19 августа, в день Преображения Господня, возвращаясь с литургии, я зашел к Алексею Цветкову и застал его в крайне возбужденном состоянии: «В Москве переворот, все пропало! Там путч, конец перестройке. Начинаются страшные времена!».
Я побежал домой, где уже разрывался телефон: всех сотрудников отдела новостей срочно звали на службу. Следующие две недели мы практически безвылазно сидели в офисе, выдавая каждый час свежие выпуски последних событий. В студии я встретил и свой тридцать шестой день рождения. Отмечать его, разумеется, было некогда. Я много раз выходил в эфир, в глубине души надеясь, что не только мои знакомые и близкие услышат новости, сказанные моим голосом, но, может, даже запертый в Форосе Горбачев сейчас слушает меня.

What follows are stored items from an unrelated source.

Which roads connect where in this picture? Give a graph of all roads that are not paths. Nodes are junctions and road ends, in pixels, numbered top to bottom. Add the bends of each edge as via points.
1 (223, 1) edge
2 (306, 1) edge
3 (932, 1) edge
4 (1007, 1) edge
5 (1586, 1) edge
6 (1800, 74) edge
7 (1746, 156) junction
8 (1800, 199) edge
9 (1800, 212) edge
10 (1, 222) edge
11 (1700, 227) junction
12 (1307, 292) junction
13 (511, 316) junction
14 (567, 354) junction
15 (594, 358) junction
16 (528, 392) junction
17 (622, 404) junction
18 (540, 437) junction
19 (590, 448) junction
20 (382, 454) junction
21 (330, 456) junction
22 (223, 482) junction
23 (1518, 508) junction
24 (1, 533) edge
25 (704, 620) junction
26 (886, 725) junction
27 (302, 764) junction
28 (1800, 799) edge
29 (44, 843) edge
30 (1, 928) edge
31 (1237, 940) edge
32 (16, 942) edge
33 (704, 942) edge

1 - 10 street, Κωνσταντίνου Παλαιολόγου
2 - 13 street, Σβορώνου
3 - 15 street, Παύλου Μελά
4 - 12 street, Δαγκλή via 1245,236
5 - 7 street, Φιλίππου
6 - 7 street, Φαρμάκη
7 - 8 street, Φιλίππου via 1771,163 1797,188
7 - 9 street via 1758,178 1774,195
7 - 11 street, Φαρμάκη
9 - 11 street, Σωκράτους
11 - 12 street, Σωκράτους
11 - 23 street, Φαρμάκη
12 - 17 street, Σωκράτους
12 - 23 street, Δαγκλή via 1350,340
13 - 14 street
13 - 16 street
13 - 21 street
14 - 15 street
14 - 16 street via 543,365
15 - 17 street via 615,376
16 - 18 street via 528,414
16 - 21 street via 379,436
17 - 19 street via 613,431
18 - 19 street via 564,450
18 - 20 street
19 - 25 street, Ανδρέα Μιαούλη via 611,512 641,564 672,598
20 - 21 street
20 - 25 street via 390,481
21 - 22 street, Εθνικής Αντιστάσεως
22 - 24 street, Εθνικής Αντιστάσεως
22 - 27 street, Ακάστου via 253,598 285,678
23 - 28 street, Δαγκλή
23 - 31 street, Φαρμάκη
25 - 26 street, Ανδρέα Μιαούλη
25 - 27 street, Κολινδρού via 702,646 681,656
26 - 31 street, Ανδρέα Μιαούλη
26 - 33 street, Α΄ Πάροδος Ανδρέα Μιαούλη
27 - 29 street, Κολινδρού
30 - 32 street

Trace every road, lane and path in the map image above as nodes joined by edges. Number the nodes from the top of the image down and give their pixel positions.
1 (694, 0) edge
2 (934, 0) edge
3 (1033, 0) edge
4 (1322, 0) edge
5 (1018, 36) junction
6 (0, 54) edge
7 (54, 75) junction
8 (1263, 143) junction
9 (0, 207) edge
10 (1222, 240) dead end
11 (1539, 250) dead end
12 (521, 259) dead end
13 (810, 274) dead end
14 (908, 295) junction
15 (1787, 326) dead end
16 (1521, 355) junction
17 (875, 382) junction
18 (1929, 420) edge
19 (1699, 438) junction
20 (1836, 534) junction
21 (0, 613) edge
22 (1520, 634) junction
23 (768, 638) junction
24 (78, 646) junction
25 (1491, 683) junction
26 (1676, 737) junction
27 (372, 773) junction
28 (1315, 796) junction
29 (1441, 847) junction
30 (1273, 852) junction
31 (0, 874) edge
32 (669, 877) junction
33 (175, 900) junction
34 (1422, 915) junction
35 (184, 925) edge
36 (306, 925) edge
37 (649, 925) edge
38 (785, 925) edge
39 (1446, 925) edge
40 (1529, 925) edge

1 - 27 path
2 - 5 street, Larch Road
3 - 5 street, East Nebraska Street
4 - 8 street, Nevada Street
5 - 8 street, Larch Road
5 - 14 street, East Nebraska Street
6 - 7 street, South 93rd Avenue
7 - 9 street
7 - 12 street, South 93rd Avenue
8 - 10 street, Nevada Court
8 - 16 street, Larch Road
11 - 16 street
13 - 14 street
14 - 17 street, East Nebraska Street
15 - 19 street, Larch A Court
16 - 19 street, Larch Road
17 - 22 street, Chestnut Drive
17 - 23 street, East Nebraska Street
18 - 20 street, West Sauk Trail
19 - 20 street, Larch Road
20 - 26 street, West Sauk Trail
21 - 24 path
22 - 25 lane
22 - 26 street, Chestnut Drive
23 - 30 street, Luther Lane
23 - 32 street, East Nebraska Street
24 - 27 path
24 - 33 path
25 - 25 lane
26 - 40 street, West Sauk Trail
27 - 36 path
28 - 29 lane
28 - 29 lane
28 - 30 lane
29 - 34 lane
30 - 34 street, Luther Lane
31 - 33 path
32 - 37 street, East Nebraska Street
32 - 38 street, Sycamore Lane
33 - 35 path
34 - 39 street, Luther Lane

Но еще сильнее я стал ощущать острое, щемящее переживание: ведь в моей стране сейчас происходит нечто чрезвычайно важное, а я при этом не присутствую. Кое-что мне эта ситуация напомнила. Когда я в первый раз приехал в Грецию, то заметил в центре Афин выставку с фотографиями уличных шествий и манифестаций, в результате которых от власти ушли «черные полковники». И, глядя на веселые, счастливые, вдохновенные лица простых греков, я ужасно позавидовал тем из них, кто в то время был на улицах и все видел, во всем участвовал. Но вот теперь то же самое происходило в России, а меня там нет!
Я сижу в будке и вещаю, вместо того чтобы быть в родной стране, на улицах родного города. Постепенно начало крепнуть чувство какой-то нечестности, неправильности моего пребывания вне России. Я вспоминал, что много раз с неприкрытым бахвальством заявлял себя политическим эмигрантом, а не экономическим переселенцем и свысока поглядывал на обитателей Брайтон-Бича, Форест-Хиллса или Флашинга[60]. Но ведь коли это так, то причин обустраивать свою жизнь за границей у меня больше не оставалось. Я стал серьезно думать о возвращении.
Конечно, это решение вызрело во мне не сразу: путч не удался, наш график вернулся к норме, и у меня появилось больше времени для размышлений. Я ведь неоднократно говорил, что вавилонское пленение не длится больше 70 лет и что СССР тоже больше семи десятилетий не протянет. Но то просто были шутки — реально-то я ведь и сам этому не верил! Или все же надеялся в глубине души? Но вдруг мое «пророчество» начинало сбываться. Сбываться вопреки всякому здравому смыслу. Каким-то образом надежда — и весьма робкая — вдруг переросла в реальность. Но принять решение о новой и чрезвычайно радикальной перемене жизни оказалось необычайно сложно. Отказаться от всего, что есть, — от жалования, льгот, комфортного европейского существования — и поехать в нищенскую неизвестность? Жить непонятно где, непонятно на что, неизвестно чем заниматься… Заново привыкать к совершенно новому существованию в почти уже незнакомой мне стране? Накопить денег хотя бы на первое время я еще не успел. Может, стоит подождать пару лет и переселяться уже потом, с накопленным «резервным фондом»?
Так я размышлял в ту тревожную осень. В ноябре я съездил на несколько дней в Париж повидаться с американским приятелем, который тогда учился в Оксфордской докторантуре, вот мы и решили встретиться на полпути. За это время я уже довольно привык к удобному и размеренному мюнхенскому существованию и даже не представлял себе иного.
Я нашел ноябрьский Париж пасмурным, дождливым и… неожиданно красивым. Серая осенняя погода очень гармонировала с цветом его домов, придавая им даже какой-то жемчужный оттенок. После мюнхенской тишины я был оглушен обилием звуков: автомобильные гудки, крики разносчиков, громкие разговоры горожан. Пешеходы переходили дорогу на красный свет, ловко уворачиваясь от машин. Магазины работали в любое время суток, а не в строго обозначенные часы и дни. На улицах было грязно, и требовалось постоянно смотреть под ноги, чтобы не вляпаться в собачьи экскременты. И вдруг я почувствовал, что в первый раз Париж мне очень понравился, и, более того, с удивлением ощутил, как мне не хватало этой живой, настоящей жизни после комфортной, но совершенно стерильной баварской столицы! Вернувшись из Парижа, я понял, что Германия мне смертельно надоела и я больше не хочу в ней жить.